1984: three-year-old season
At 3, Swale won the Hutcheson Stakes at Gulfstream Park by seven lengths first out.  After displacing his palate in the Fountain of Youth Stakes, where he finished third, he won the Florida Derby with new rider Laffit Pincay, Jr., running the mile and one-eighth in 1:47 3/5 as he drew away from favored Dr. Carter at the end.  After being upset in the sloppy going at Keeneland Race Course in the Lexington Stakes when second, Swale won the Kentucky Derby at historic Churchill Downs.

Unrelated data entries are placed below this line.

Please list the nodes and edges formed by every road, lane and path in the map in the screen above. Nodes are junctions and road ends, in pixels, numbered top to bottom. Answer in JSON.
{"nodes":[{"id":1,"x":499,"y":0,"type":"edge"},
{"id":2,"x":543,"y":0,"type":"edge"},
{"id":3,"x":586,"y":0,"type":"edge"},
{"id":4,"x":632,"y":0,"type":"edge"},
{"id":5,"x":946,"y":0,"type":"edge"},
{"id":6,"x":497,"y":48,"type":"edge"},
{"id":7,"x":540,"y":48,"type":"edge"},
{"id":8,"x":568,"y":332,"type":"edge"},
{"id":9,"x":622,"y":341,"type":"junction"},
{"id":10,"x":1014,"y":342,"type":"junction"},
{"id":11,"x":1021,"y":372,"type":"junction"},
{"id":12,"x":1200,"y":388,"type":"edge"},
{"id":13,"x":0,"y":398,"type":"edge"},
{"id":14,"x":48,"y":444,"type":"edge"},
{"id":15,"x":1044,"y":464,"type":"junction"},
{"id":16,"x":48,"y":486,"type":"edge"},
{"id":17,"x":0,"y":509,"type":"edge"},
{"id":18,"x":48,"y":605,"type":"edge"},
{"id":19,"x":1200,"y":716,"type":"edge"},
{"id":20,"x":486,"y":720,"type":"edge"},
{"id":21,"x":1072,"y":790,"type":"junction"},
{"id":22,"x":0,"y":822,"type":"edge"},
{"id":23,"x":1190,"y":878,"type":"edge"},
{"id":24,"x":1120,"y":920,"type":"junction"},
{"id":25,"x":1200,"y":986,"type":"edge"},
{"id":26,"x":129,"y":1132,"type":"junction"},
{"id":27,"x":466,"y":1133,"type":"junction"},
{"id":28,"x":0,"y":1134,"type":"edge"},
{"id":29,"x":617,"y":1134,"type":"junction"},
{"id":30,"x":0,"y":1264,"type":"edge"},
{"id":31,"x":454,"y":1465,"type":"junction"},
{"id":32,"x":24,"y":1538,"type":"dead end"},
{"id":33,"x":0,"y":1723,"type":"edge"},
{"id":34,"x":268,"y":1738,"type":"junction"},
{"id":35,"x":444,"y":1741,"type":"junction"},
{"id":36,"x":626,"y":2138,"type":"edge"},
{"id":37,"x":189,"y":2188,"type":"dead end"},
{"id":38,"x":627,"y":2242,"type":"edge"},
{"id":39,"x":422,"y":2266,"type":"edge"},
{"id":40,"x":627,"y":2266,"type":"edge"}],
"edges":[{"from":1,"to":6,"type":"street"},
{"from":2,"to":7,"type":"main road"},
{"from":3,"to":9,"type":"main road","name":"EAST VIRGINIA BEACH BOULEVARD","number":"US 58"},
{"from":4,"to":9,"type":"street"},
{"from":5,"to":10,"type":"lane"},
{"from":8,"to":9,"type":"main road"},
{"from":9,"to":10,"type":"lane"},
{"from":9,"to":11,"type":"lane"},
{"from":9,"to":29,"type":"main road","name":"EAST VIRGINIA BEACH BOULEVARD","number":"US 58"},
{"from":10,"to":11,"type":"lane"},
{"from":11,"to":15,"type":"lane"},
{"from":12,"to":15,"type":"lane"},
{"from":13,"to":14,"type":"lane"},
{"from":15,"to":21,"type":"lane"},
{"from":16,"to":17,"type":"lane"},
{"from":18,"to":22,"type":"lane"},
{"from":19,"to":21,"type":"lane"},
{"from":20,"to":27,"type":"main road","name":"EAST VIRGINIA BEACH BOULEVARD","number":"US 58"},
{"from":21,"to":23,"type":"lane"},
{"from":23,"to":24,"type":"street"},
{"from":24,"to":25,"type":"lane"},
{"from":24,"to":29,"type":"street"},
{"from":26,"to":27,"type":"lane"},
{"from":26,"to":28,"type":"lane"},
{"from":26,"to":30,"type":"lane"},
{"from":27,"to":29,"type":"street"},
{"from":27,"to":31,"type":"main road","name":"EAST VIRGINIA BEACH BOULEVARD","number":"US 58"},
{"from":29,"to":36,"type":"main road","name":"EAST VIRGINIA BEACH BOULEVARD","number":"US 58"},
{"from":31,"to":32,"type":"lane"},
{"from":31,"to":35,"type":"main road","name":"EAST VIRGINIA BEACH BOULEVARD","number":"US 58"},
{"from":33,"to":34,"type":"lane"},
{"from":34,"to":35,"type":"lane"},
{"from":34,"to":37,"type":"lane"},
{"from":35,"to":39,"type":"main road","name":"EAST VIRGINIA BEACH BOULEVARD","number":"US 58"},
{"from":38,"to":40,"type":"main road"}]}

The day before departing for Baltimore for the Preakness Stakes, Swale worked seven furlongs in 1:24, galloping out the mile in 1:37 1/5 at Churchill Downs, then shipped to Baltimore on Monday and worked a half-mile in a swift :46, galloping out five furlongs in :59 3/5 two days before the big race. That Saturday he ran an uncharacteristic seventh in the Preakness Stakes.  Swale came back to win the longest and most gruelling of the U.S. Triple Crown races, the Belmont Stakes.

Death
On June 17, 1984, eight days after the Belmont Stakes, Swale collapsed and died en route to his stall following a bath. He was buried at Claiborne Farm.

Honors and awards
Swale posthumously received the Eclipse Award for Outstanding Three-Year-Old Male Horse for 1984. He earned $1,583,660 during his two-year racing career.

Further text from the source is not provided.